Queries are requests made to the database management system for specific information.

As database’s structures become more and more complex, it becomes more difficult to get specific pieces of information we want. A google search is a query.

[ 2. Tables & Keys (23:12) ]

2–1. Primary Key

When we make a table in a relational database, we need a special column called “primary key”, which uniquely defines the row in the database.

> Student ID 2 and Student ID 4 are different people.

There are two types of primary keys.

“Surrogate Key” is an artificially generated key with the sole purpose of uniquely identifying a row (StackOverflow).

“Natural key” is a primary key made up of real world data.

“Composite Key” is “a combination of two or more columns in a table that can be used to uniquely identify each row in the table. Uniqueness is only guaranteed when the columns are combined; when taken individually the columns do not guarantee uniqueness.” (Techopedia)

2–2. Foreign Key

“Foreign Key” is a key used to link two tables together.

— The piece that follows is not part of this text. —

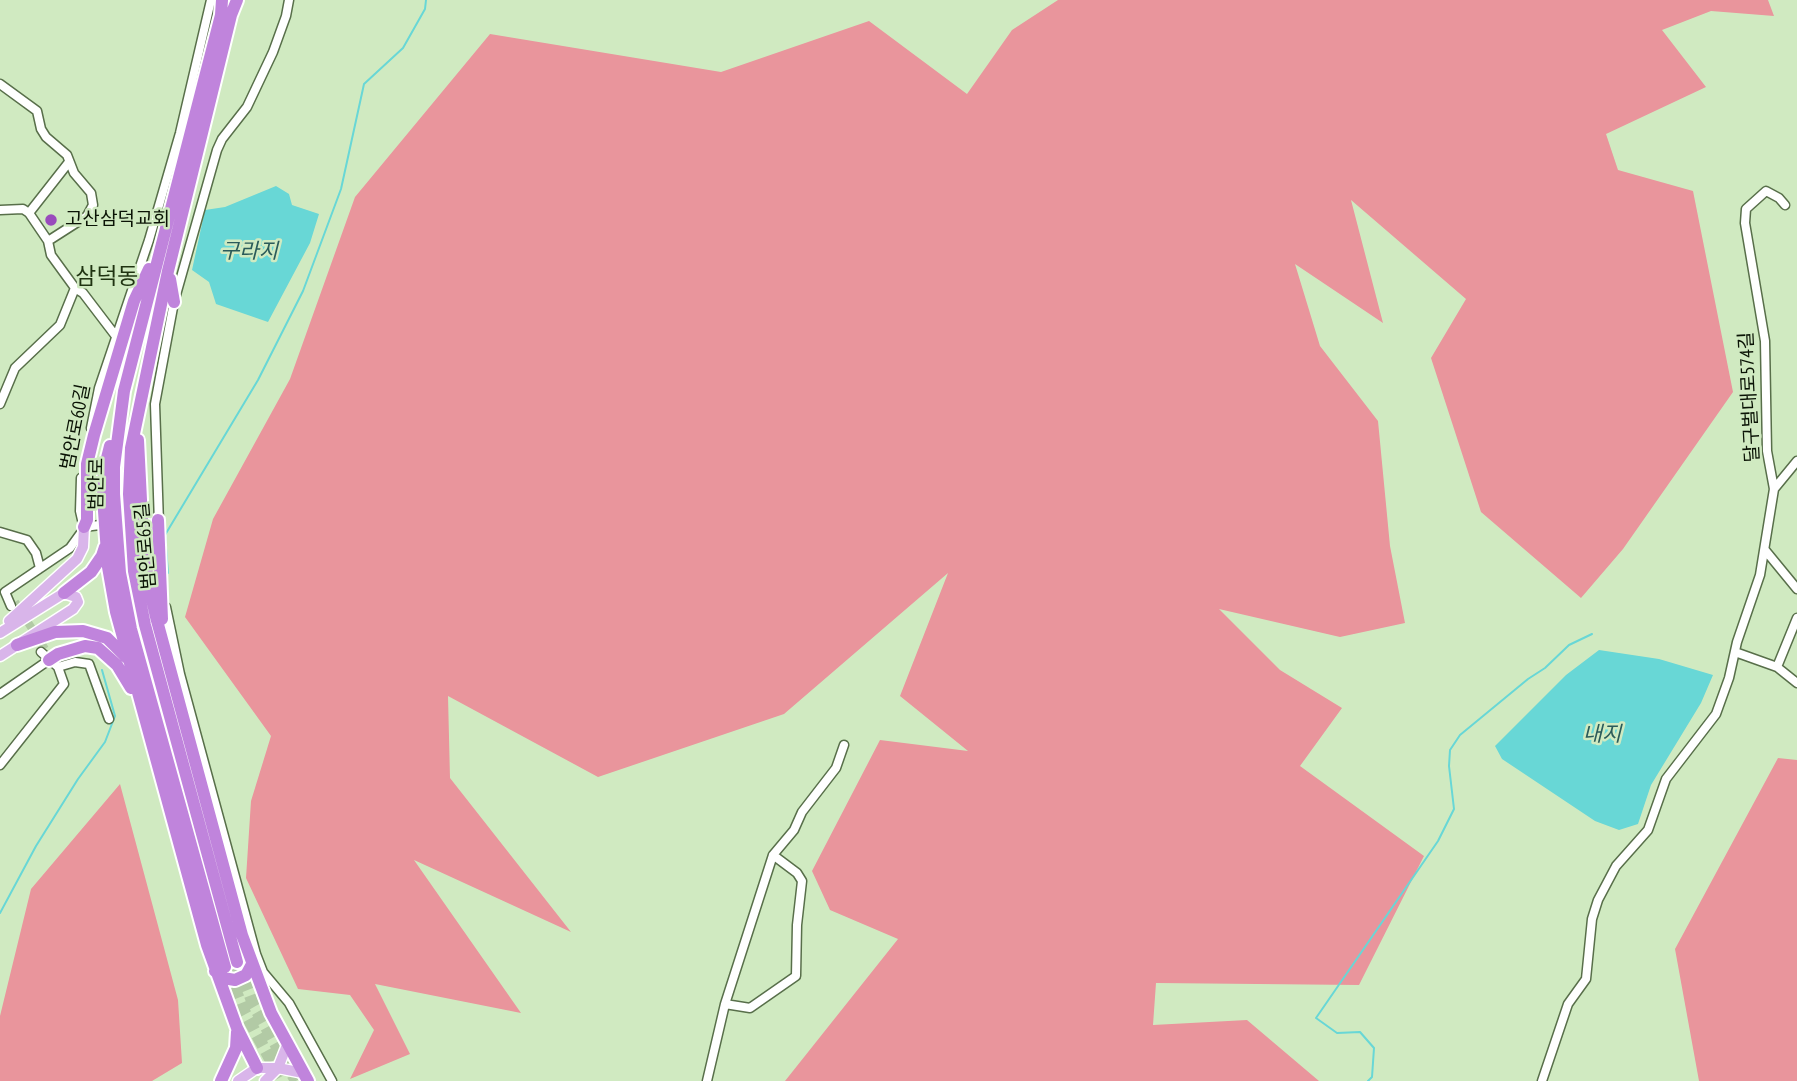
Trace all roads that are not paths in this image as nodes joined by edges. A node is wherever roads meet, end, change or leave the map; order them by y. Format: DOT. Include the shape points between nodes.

A foreign key in a table is a primary key in another table.
There could be more than one foreign key.

[ 3. SQL Basics (43:32) ]

3–1. What is SQL?

SQL is a Structured Query Language used for interacting with a RDBMS.

It is actually a hybrid language. It’s basically 4 types of languages in one.

Data Query Language (DQL) : Used to query the database for information. Can get information that’s already stored in the database.
Data Definition Language (DDL) : Used for defining database schemas.
Data Control Language (DCL) : Used for controlling access to data in the database. Handles user & permissions management.
Data Manipulation Language (DML) : Used for inserting, updating, and deleting data from the database.

In short, we can do the following things with SQL:

Create, Read, Update, and Delete data
Create & Manage databases
Design & Create database tables
Perform administrative tasks (security, user management, import/export, etc)

3–2. Queries

A Query is a set of instructions given to the RDMBS (written in SQL) that tell the RDMBS what information a developer wants it to retrieve for the developer.

SELECT employee.name, employee.age
FROM employee
WHERE employee.salary > 30000;

[ 4. MySQL Installation — Windows (52:26) ]

[ 5. MySQL Installation — Mac (1:02:00) ]

5–1. Install & Log into MySQL

MySQL

Built on MySQL Enterprise Edition and powered by the Oracle Cloud, Oracle MySQL Cloud Service provides a simple…

www.mysql.com

Download macOS DMG Archive at MySQL Community Server & install it.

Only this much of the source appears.